BenchmarkTools are not working correctly:

julia> using TropicalNumbers, CUDA, BenchmarkTools, LinearAlgebra, CuTropicalGEMM

julia> a = Tropical.(CUDA.randn(4096, 4096));

julia> @btime $a * $a;
  3.375 μs (7 allocations: 256 bytes)

julia> @benchmark $a * $a
BenchmarkTools.Trial: 158 samples with 8 evaluations.
 Range (min … max):   3.554 μs …    1.733 s  ┊ GC (min … max): 0.00% … 0.07%
 Time  (median):      3.976 μs               ┊ GC (median):    0.00%
 Time  (mean ± σ):   13.475 ms ± 137.779 ms  ┊ GC (mean ± σ):  0.06% ± 0.01%

  █                                                          ▄
  █▁▁▁▁▁▁▁▁▁▁▁▄▁▁▁▁▁▁▁▁▁▁▁▁▁▁▁▁▁▁▁▁▁▁▁▁▁▁▁▁▁▁▁▁▁▁▁▁▁▁▁▁▁▁▁▁▁▁█ ▄
  3.55 μs       Histogram: log(frequency) by time      13.5 ms <

 Memory estimate: 256 bytes, allocs estimate: 7.

Comparing to results directly from the C-CUDA tests, the result of @ benchmark is correct.

GiggleLiu commented 1 year ago

Is it possible that the issue is related to CuStream?
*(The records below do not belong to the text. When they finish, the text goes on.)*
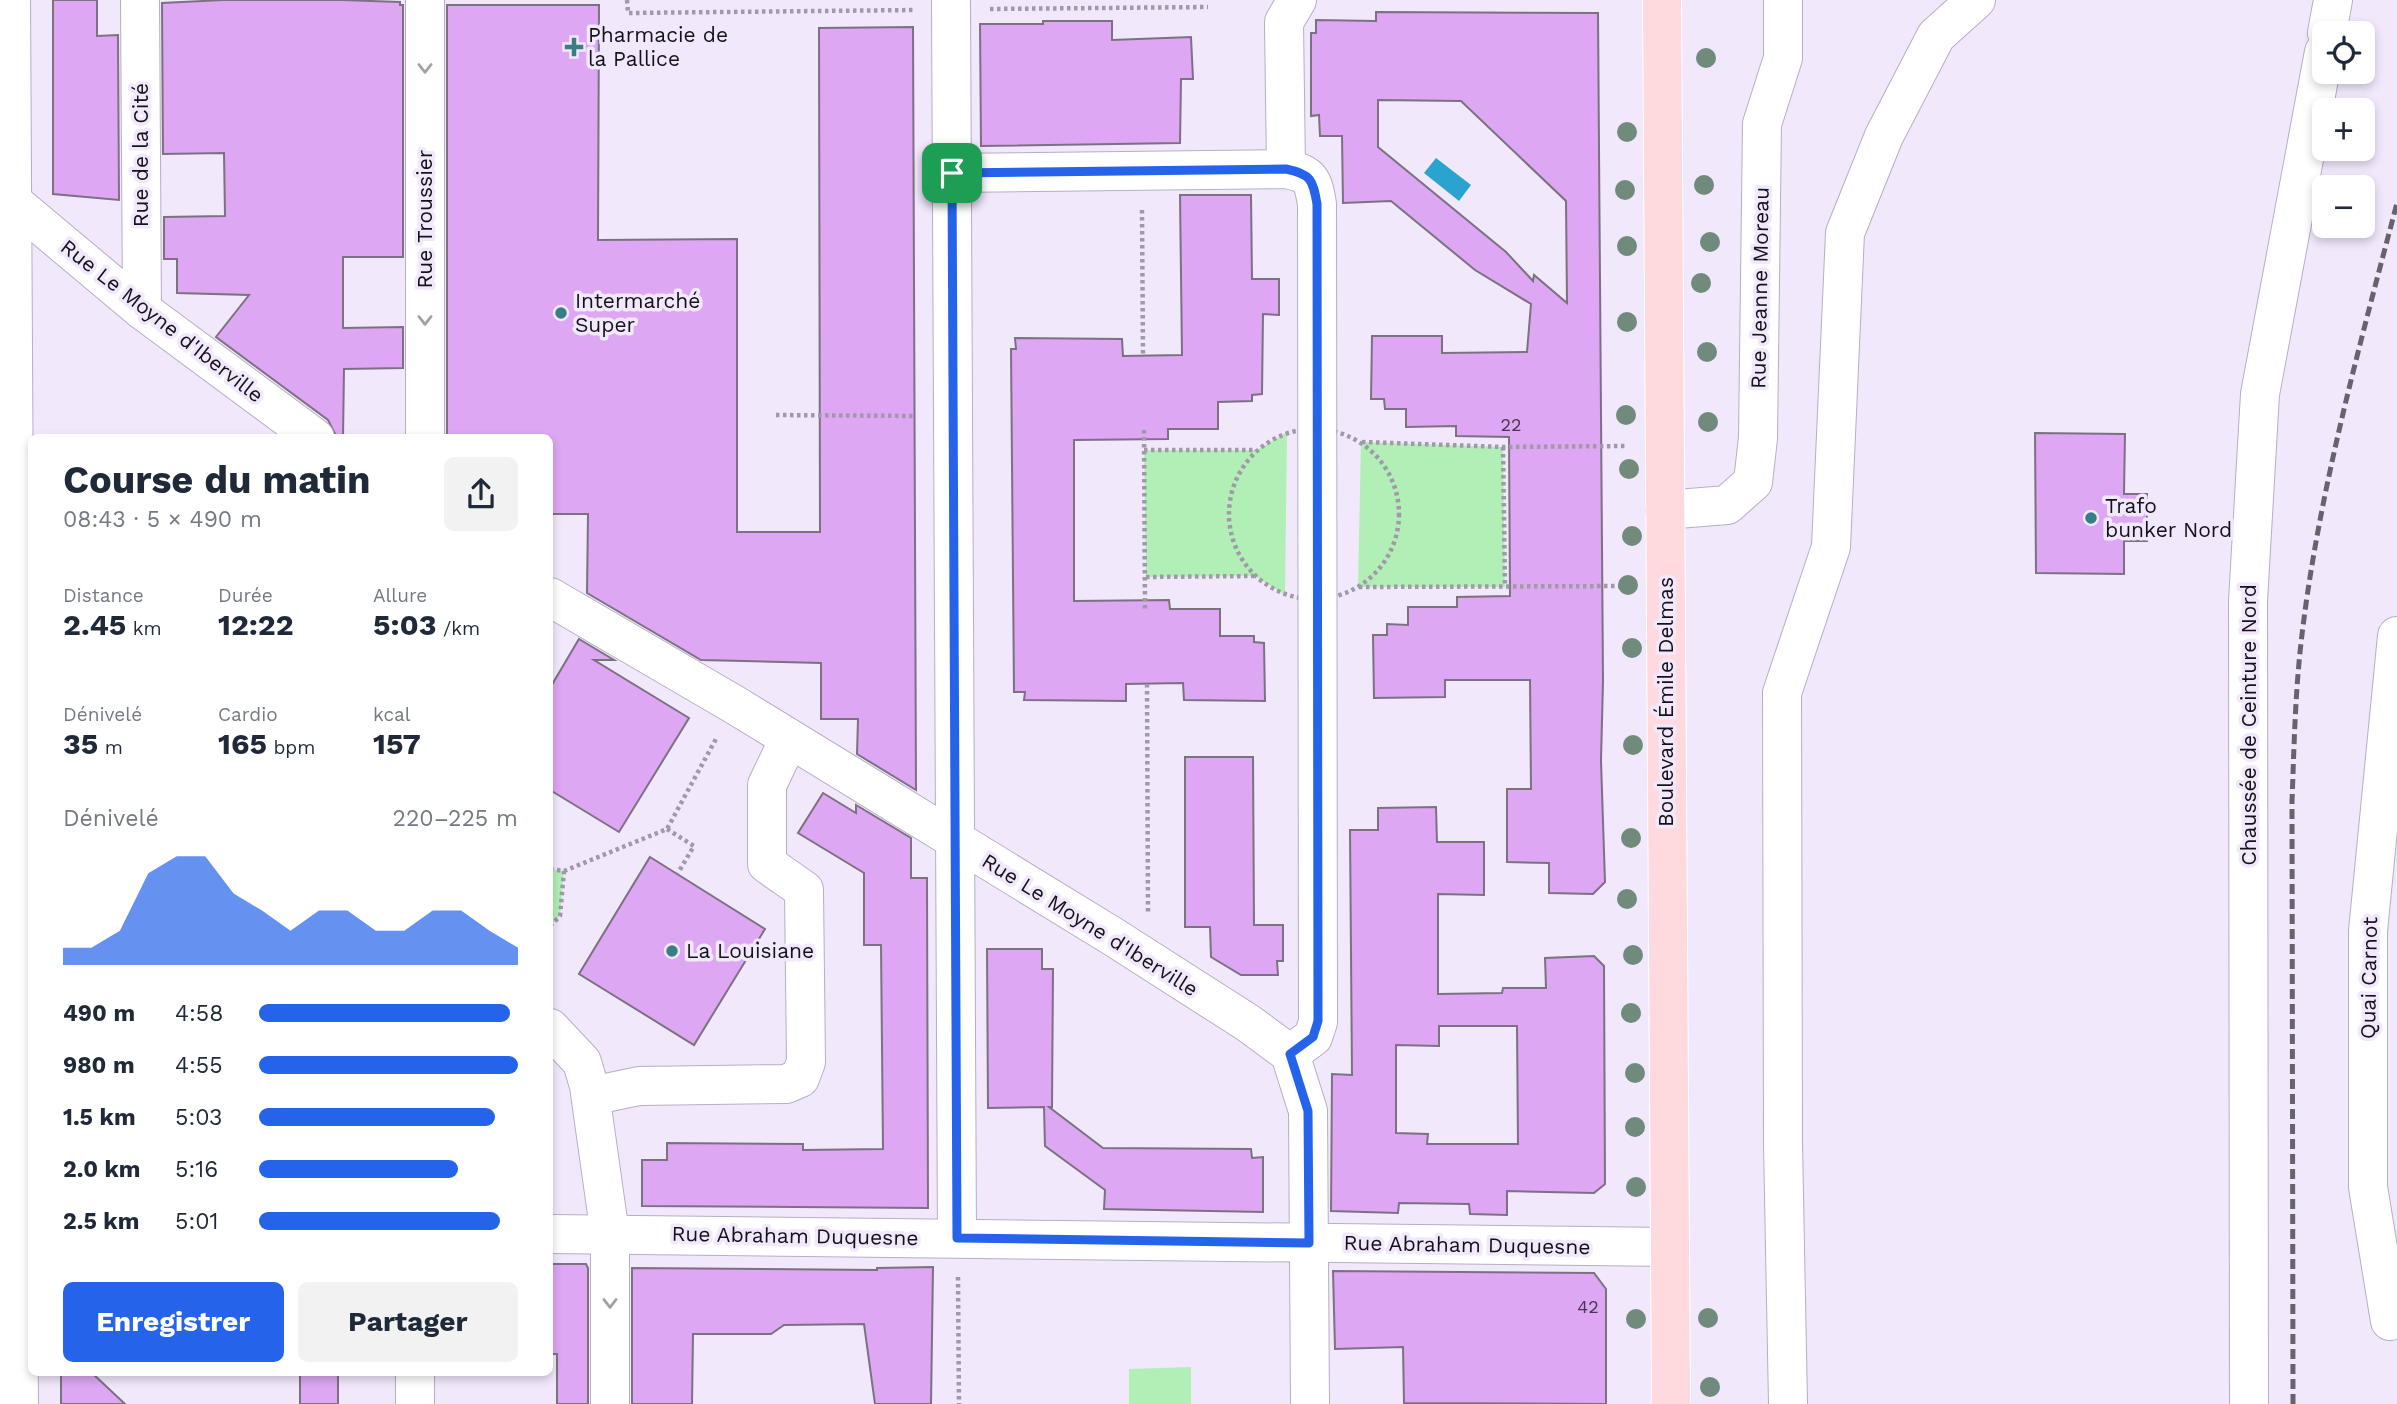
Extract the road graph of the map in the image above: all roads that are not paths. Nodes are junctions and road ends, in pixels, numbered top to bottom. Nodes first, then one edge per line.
1 (11, 0) edge
2 (140, 0) edge
3 (425, 0) edge
4 (951, 0) edge
5 (1297, 0) edge
6 (1662, 0) edge
7 (1783, 0) edge
8 (1976, 0) edge
9 (2333, 0) edge
10 (2329, 21) edge
11 (2318, 84) edge
12 (6, 86) edge
13 (1286, 169) junction
14 (952, 173) junction
15 (12, 201) junction
16 (142, 310) junction
17 (310, 434) edge
18 (425, 434) edge
19 (1665, 510) junction
20 (553, 599) edge
21 (2397, 636) edge
22 (789, 739) junction
23 (955, 842) junction
24 (553, 1031) edge
25 (1290, 1054) junction
26 (591, 1096) junction
27 (17, 1223) edge
28 (553, 1234) edge
29 (610, 1235) junction
30 (957, 1238) junction
31 (1309, 1243) junction
32 (1670, 1247) junction
33 (2390, 1321) dead end
34 (415, 1376) edge
35 (19, 1404) edge
36 (415, 1404) edge
37 (610, 1404) edge
38 (1310, 1404) edge
39 (1671, 1404) edge
40 (1788, 1404) edge
41 (2249, 1404) edge

1 - 12 street
2 - 16 street, Rue de la Cité
3 -> 18 street, Rue Troussier
4 - 14 street
5 - 13 street
6 - 19 main road, Boulevard Émile Delmas
7 - 19 street, Rue Jeanne Moreau
8 - 40 street
9 - 10 street
11 - 41 street, Chaussée de Ceinture Nord
12 - 15 street
13 - 14 street
13 - 25 street
14 - 23 street
15 - 16 street, Rue Le Moyne d'Iberville
15 - 27 street
16 - 17 street, Rue Le Moyne d'Iberville
19 - 32 main road, Boulevard Émile Delmas
20 - 22 street, Rue Le Moyne d'Iberville
21 - 33 street, Quai Carnot
22 - 23 street, Rue Le Moyne d'Iberville
22 - 26 street
23 - 25 street, Rue Le Moyne d'Iberville
23 - 30 street
24 - 26 street
25 - 31 street
26 - 29 street
27 - 35 street
28 - 29 street, Rue Abraham Duquesne
29 - 30 street, Rue Abraham Duquesne
29 -> 37 street
30 - 31 street, Rue Abraham Duquesne
31 - 32 street, Rue Abraham Duquesne
31 - 38 street
32 - 39 main road, Boulevard Émile Delmas
34 - 36 street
Because CUDA.synchronize() function takes CuStream as the input argument. Maybe you need to pass CUDA.jl CuStream to the C code.
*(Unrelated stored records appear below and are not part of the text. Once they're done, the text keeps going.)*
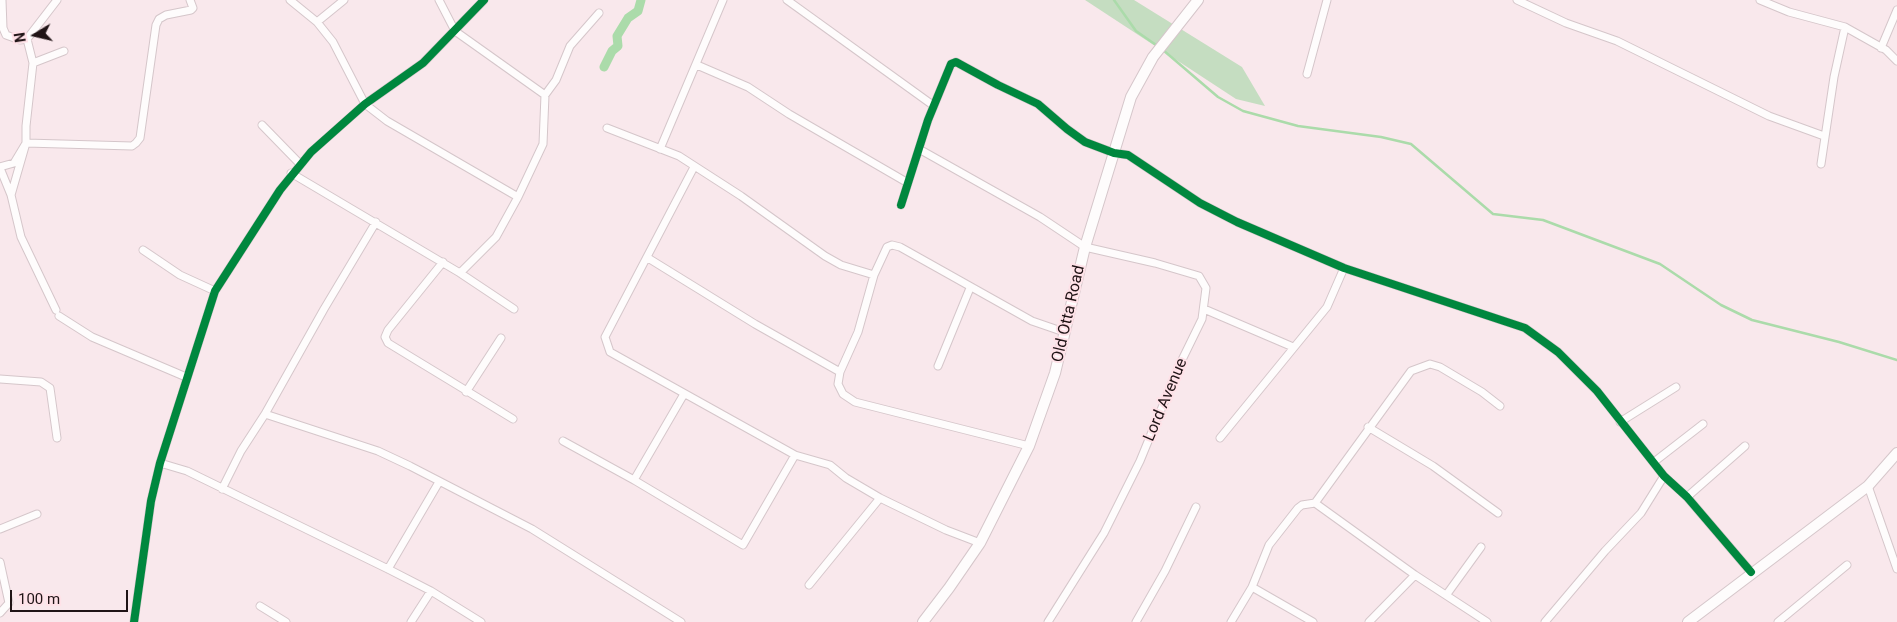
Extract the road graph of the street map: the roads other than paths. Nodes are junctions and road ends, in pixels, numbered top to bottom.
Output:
1 (2, 0) edge
2 (57, 0) edge
3 (190, 0) edge
4 (290, 0) edge
5 (344, 0) edge
6 (439, 0) edge
7 (484, 0) edge
8 (723, 0) edge
9 (787, 0) edge
10 (1198, 0) edge
11 (1327, 0) edge
12 (1516, 0) edge
13 (1760, 0) edge
14 (1897, 10) edge
15 (599, 13) dead end
16 (317, 22) junction
17 (1845, 27) junction
18 (455, 31) junction
19 (27, 39) junction
20 (1881, 48) junction
21 (64, 51) dead end
22 (1897, 61) edge
23 (33, 63) junction
24 (697, 65) junction
25 (1307, 74) dead end
26 (545, 95) junction
27 (365, 104) junction
28 (934, 106) junction
29 (262, 125) dead end
30 (607, 128) dead end
31 (1824, 136) junction
32 (26, 143) junction
33 (660, 149) junction
34 (919, 149) junction
35 (1114, 153) junction
36 (300, 164) junction
37 (1821, 164) dead end
38 (694, 167) junction
39 (0, 168) edge
40 (291, 173) junction
41 (908, 183) junction
42 (11, 195) junction
43 (518, 197) junction
44 (901, 205) dead end
45 (376, 222) junction
46 (1085, 247) junction
47 (143, 250) dead end
48 (648, 258) junction
49 (442, 262) junction
50 (1344, 268) junction
51 (460, 273) junction
52 (874, 275) junction
53 (970, 288) junction
54 (215, 291) junction
55 (514, 309) dead end
56 (1204, 309) junction
57 (1064, 332) junction
58 (501, 338) dead end
59 (1293, 347) junction
60 (938, 366) dead end
61 (840, 372) junction
62 (186, 377) junction
63 (0, 379) edge
64 (1676, 387) dead end
65 (466, 392) junction
66 (684, 394) junction
67 (1500, 406) dead end
68 (265, 414) junction
69 (513, 419) dead end
70 (1620, 422) junction
71 (1703, 424) dead end
72 (1368, 427) junction
73 (57, 438) dead end
74 (1220, 438) dead end
75 (563, 441) dead end
76 (1029, 446) junction
77 (1745, 446) dead end
78 (1897, 453) edge
79 (795, 455) junction
80 (1654, 462) junction
81 (160, 463) junction
82 (1664, 476) junction
83 (634, 480) junction
84 (439, 482) junction
85 (1868, 486) junction
86 (222, 489) junction
87 (1688, 497) junction
88 (880, 498) junction
89 (1315, 503) junction
90 (1196, 507) dead end
91 (1498, 513) dead end
92 (37, 514) dead end
93 (0, 529) edge
94 (980, 543) junction
95 (1481, 547) dead end
96 (0, 562) edge
97 (1847, 565) dead end
98 (388, 569) junction
99 (1897, 569) edge
100 (1751, 572) junction
101 (1415, 575) junction
102 (809, 585) dead end
103 (1252, 587) junction
104 (431, 591) junction
105 (1447, 594) junction
106 (260, 606) dead end
107 (0, 613) edge
108 (134, 622) edge
109 (286, 622) edge
110 (411, 622) edge
111 (480, 622) edge
112 (681, 622) edge
113 (923, 622) edge
114 (1048, 622) edge
115 (1136, 622) edge
116 (1231, 622) edge
117 (1313, 622) edge
118 (1369, 622) edge
119 (1487, 622) edge
120 (1545, 622) edge
121 (1688, 622) edge
122 (1778, 622) edge

1 - 19 street
2 - 19 street
3 - 32 street
4 - 16 street
5 - 16 street
6 - 18 street
7 - 18 street
8 - 24 street
9 - 28 street
10 - 35 street, Old Otta Road
11 - 25 street
12 - 31 street
13 - 17 street
14 - 20 street
15 - 26 street
16 - 27 street
17 - 20 street
17 - 31 street
18 - 26 street
18 - 27 street
19 - 23 street
20 - 22 street
21 - 23 street
23 - 32 street
24 - 33 street
24 - 41 street
26 - 43 street
27 - 36 street
27 - 43 street
28 - 34 street
28 - 35 street
29 - 36 street
30 - 33 street
31 - 37 street
32 - 39 street
32 - 42 street
33 - 38 street
34 - 41 street
34 - 46 street
35 - 46 street, Old Otta Road
35 - 50 street
36 - 40 street
38 - 48 street
38 - 52 street
39 - 42 street
40 - 45 street
40 - 54 street
41 - 44 street
42 - 62 street
43 - 51 street
45 - 49 street
45 - 68 street
46 - 56 street, Lord Avenue
46 - 57 street, Old Otta Road
47 - 54 street
48 - 61 street
48 - 66 street
49 - 51 street
49 - 65 street
50 - 59 street
50 - 70 street
51 - 55 street
52 - 53 street
52 - 61 street
53 - 57 street
53 - 60 street
54 - 62 street
56 - 59 street
56 - 114 street, Lord Avenue
57 - 76 street, Old Otta Road
58 - 65 street
59 - 74 street
61 - 76 street
62 - 81 street
63 - 73 street
64 - 70 street
65 - 69 street
66 - 79 street
66 - 83 street
67 - 72 street
68 - 84 street
68 - 86 street
70 - 80 street
71 - 80 street
72 - 89 street
72 - 91 street
75 - 83 street
76 - 94 street, Old Otta Road
77 - 87 street
78 - 85 street
79 - 83 street
79 - 88 street
80 - 82 street
81 - 86 street
81 - 108 street
82 - 87 street
82 - 120 street
84 - 98 street
84 - 112 street
85 - 99 street
85 - 100 street
86 - 98 street
87 - 100 street
88 - 94 street
88 - 102 street
89 - 101 street
89 - 103 street
90 - 115 street
92 - 93 street
94 - 113 street, Old Otta Road
95 - 105 street
96 - 107 street
97 - 122 street
98 - 104 street
100 - 121 street
101 - 105 street
101 - 118 street
103 - 116 street
103 - 117 street
104 - 110 street
104 - 111 street
105 - 119 street
106 - 109 street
In your current code, the stream id seems to be the default value 0.

GiggleLiu commented 1 year ago
julia> @time (mul!(b, a, a); CUDA.synchronize(CUDA.context()))
  0.093036 seconds (2 allocations: 48 bytes)

This one works. Using the CuContext as the input will synchronize all streams in the context, which is a heavy API. It would be great if the stream id can be an input.

GiggleLiu commented 11 months ago

The current benchmark in the RAEDME does not look good. When we read benchmark, we always read the min-time, because it reflects the true performance.

julia> using CuTropicalGEMM

julia> @benchmark CUDA.@sync $a * $a
BenchmarkTools.Trial: 93 samples with 4 evaluations.
 Range (min … max):   6.653 μs … 158.961 ms  ┊ GC (min … max): 0.00% … 0.00%
 Time  (median):     13.535 ms               ┊ GC (median):    0.00%
 Time  (mean ± σ):   13.499 ms ±  15.867 ms  ┊ GC (mean ± σ):  0.00% ± 0.00%

                                                             █  
  ▄▁▁▁▁▁▁▁▁▁▁▁▁▁▁▁▁▁▁▁▁▁▁▁▁▁▁▁▁▁▁▁▁▁▁▁▁▁▁▁▁▁▁▁▁▁▁▁▁▁▁▁▁▁▁▁▁▁▁█ ▁
  6.65 μs         Histogram: frequency by time         13.5 ms <

 Memory estimate: 256 bytes, allocs estimate: 7.